Professor catedrático da Faculdade de Motricidade Humana e Provedor para a Ética no Desporto, Manuel Sérgio considera que "há dirigentes, nos clubes de futebol, que sofrem de 'neblina mental', ou seja, sabem tudo… de nada".
Num longo artigo de opinião e reflexão no jornal 'A Bola', Manuel Sérgio aproveita essa ideia para destacar José Maria Pedroto, José Mourinho e Jorge Jesus, três técnicos lusos com os quais trabalhou, mas, sobretudo, JJ, ele que no Flamengo já tem mais taças que derrotas.
Manuel Sérgio encontra no técnico do Flamengo "uma qualidade" única. "Como eu não sei se alguém terá com tanta perfeição: uma excecional leitura de jogo."
O Provedor para a Ética no Desporto sustenta a forma como Jesus percebe o jogo e o explica. "Ele (como nunca vi) 'adivinha as jogadas' e sabe resumi-las, designadamente aos jogadores, num estilo másculo, breve, lapidar e numa linguagem forte e penetrante, tanto do agrado dos seus pupilos."
O catedrático alonga-se em comentários e elogios sobretudo para Jorge Jesus pelo que o técnico tem feito no Flamengo. Mas apesar do sucesso em terras de Vera Cruz, Manuel Sérgio não tem dúvidas de que JJ irá regressar ao campeonato português.
"Cá o espero, para os nossos almoços. Portugal espera pelo meu amigo! Não exagero, pode crer", pode ler-se nas declarações de Manuel Sérgio, que olha para Jesus e diz que ele "como ninguém representa, no futebol, um necessário e urgente e tríplice protesto".
Para Manuel Sérgio, em Jesus está um trabalho no futebol "contra o saber fragmentado, em migalhas, de alguns especialistas e de alguns dirigentes".
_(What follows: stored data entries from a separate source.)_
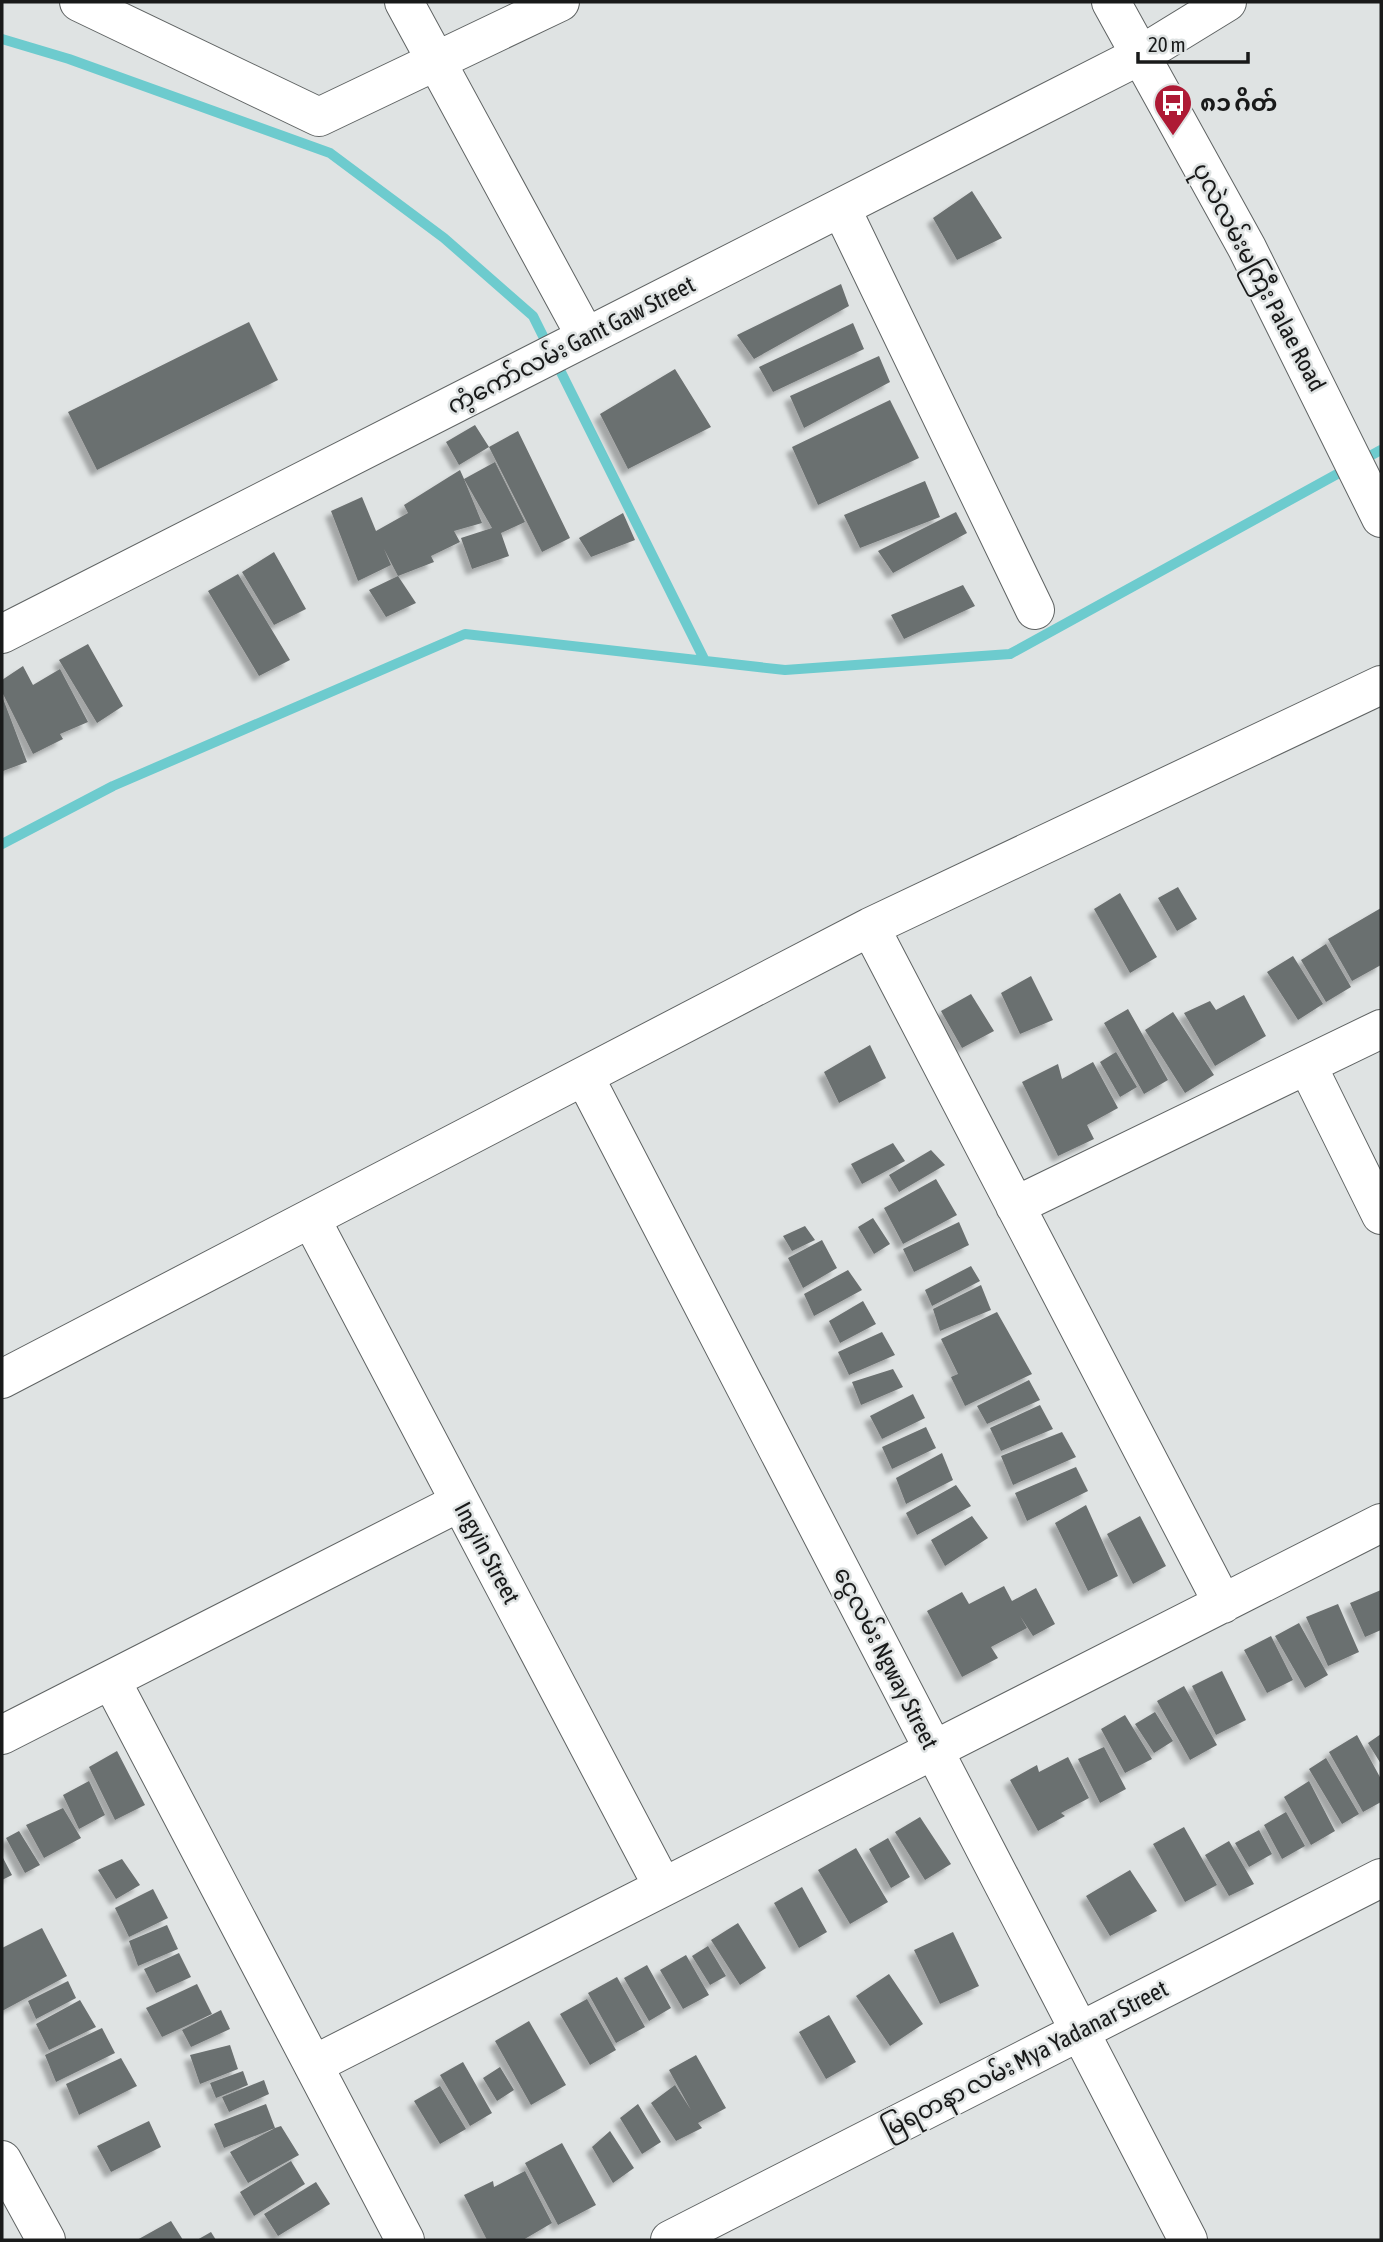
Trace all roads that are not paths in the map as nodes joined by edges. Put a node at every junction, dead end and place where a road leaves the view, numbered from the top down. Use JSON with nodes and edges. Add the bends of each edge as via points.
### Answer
{"nodes":[{"id":1,"x":79,"y":2,"type":"edge"},
{"id":2,"x":404,"y":2,"type":"edge"},
{"id":3,"x":561,"y":2,"type":"edge"},
{"id":4,"x":1111,"y":2,"type":"edge"},
{"id":5,"x":1227,"y":2,"type":"edge"},
{"id":6,"x":1139,"y":56,"type":"junction"},
{"id":7,"x":438,"y":62,"type":"junction"},
{"id":8,"x":841,"y":208,"type":"junction"},
{"id":9,"x":586,"y":337,"type":"junction"},
{"id":10,"x":1376,"y":505,"type":"edge"},
{"id":11,"x":1035,"y":610,"type":"dead end"},
{"id":12,"x":2,"y":634,"type":"edge"},
{"id":13,"x":1381,"y":685,"type":"edge"},
{"id":14,"x":870,"y":927,"type":"junction"},
{"id":15,"x":1381,"y":1029,"type":"edge"},
{"id":16,"x":1307,"y":1065,"type":"junction"},
{"id":17,"x":584,"y":1076,"type":"junction"},
{"id":18,"x":1015,"y":1206,"type":"junction"},
{"id":19,"x":1381,"y":1215,"type":"edge"},
{"id":20,"x":311,"y":1219,"type":"junction"},
{"id":21,"x":2,"y":1379,"type":"edge"},
{"id":22,"x":460,"y":1502,"type":"junction"},
{"id":23,"x":1381,"y":1524,"type":"edge"},
{"id":24,"x":1223,"y":1604,"type":"junction"},
{"id":25,"x":111,"y":1680,"type":"junction"},
{"id":26,"x":2,"y":1735,"type":"edge"},
{"id":27,"x":934,"y":1751,"type":"junction"},
{"id":28,"x":1381,"y":1878,"type":"edge"},
{"id":29,"x":663,"y":1887,"type":"junction"},
{"id":30,"x":1079,"y":2032,"type":"junction"},
{"id":31,"x":313,"y":2065,"type":"junction"},
{"id":32,"x":2,"y":2160,"type":"edge"},
{"id":33,"x":46,"y":2240,"type":"edge"},
{"id":34,"x":405,"y":2240,"type":"edge"},
{"id":35,"x":670,"y":2240,"type":"edge"},
{"id":36,"x":1188,"y":2240,"type":"edge"}],
"edges":[{"from":1,"to":7,"type":"street","via":[[320,117]]},
{"from":2,"to":7,"type":"street"},
{"from":3,"to":7,"type":"street"},
{"from":4,"to":6,"type":"street","name":"ပုလဲလမ်းမကြီး Palae Road"},
{"from":5,"to":6,"type":"street","name":"ကံ့ကော်လမ်း Gant Gaw Street"},
{"from":6,"to":8,"type":"street","name":"ကံ့ကော်လမ်း Gant Gaw Street"},
{"from":6,"to":10,"type":"street","name":"ပုလဲလမ်းမကြီး Palae Road","via":[[1247,248]]},
{"from":7,"to":9,"type":"street"},
{"from":8,"to":9,"type":"street","name":"ကံ့ကော်လမ်း Gant Gaw Street"},
{"from":8,"to":11,"type":"street"},
{"from":9,"to":12,"type":"street","name":"ကံ့ကော်လမ်း Gant Gaw Street"},
{"from":13,"to":14,"type":"street"},
{"from":14,"to":17,"type":"street"},
{"from":14,"to":18,"type":"street"},
{"from":15,"to":16,"type":"street"},
{"from":16,"to":18,"type":"street"},
{"from":16,"to":19,"type":"street"},
{"from":17,"to":20,"type":"street"},
{"from":17,"to":27,"type":"street","name":"ငွေလမ်း Ngway Street"},
{"from":18,"to":24,"type":"street"},
{"from":20,"to":21,"type":"street"},
{"from":20,"to":22,"type":"street","name":"Ingyin Street"},
{"from":22,"to":25,"type":"street"},
{"from":22,"to":29,"type":"street","name":"Ingyin Street"},
{"from":23,"to":24,"type":"street"},
{"from":24,"to":27,"type":"street"},
{"from":25,"to":26,"type":"street"},
{"from":25,"to":31,"type":"street"},
{"from":27,"to":29,"type":"street"},
{"from":27,"to":30,"type":"street","name":"ငွေလမ်း Ngway Street"},
{"from":28,"to":30,"type":"street","name":"မြရတနာ လမ်း Mya Yadanar Street"},
{"from":29,"to":31,"type":"street"},
{"from":30,"to":35,"type":"street","name":"မြရတနာ လမ်း Mya Yadanar Street"},
{"from":30,"to":36,"type":"street","name":"ငွေလမ်း Ngway Street"},
{"from":31,"to":34,"type":"street"},
{"from":32,"to":33,"type":"street"}]}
Além disso, o técnico do Flamengo é, no dizer de Manuel Sérgio, alguém que vai "contra a esquizofrenia intelectual de alguns cursos superiores de desporto" e destaca-lhe ainda a capacidade para ir contra "o conformismo das situações adquiridas e a velhice de meia dúzia de ideias indiscutidas ou impostas".
No longo artigo no jornal 'A Bola', o professor catedrático, que chegou a trabalhar no Benfica com Jorge Jesus, sustenta que "são poucos os que, como ele [Jesus], já vivem hoje o futebol do futuro".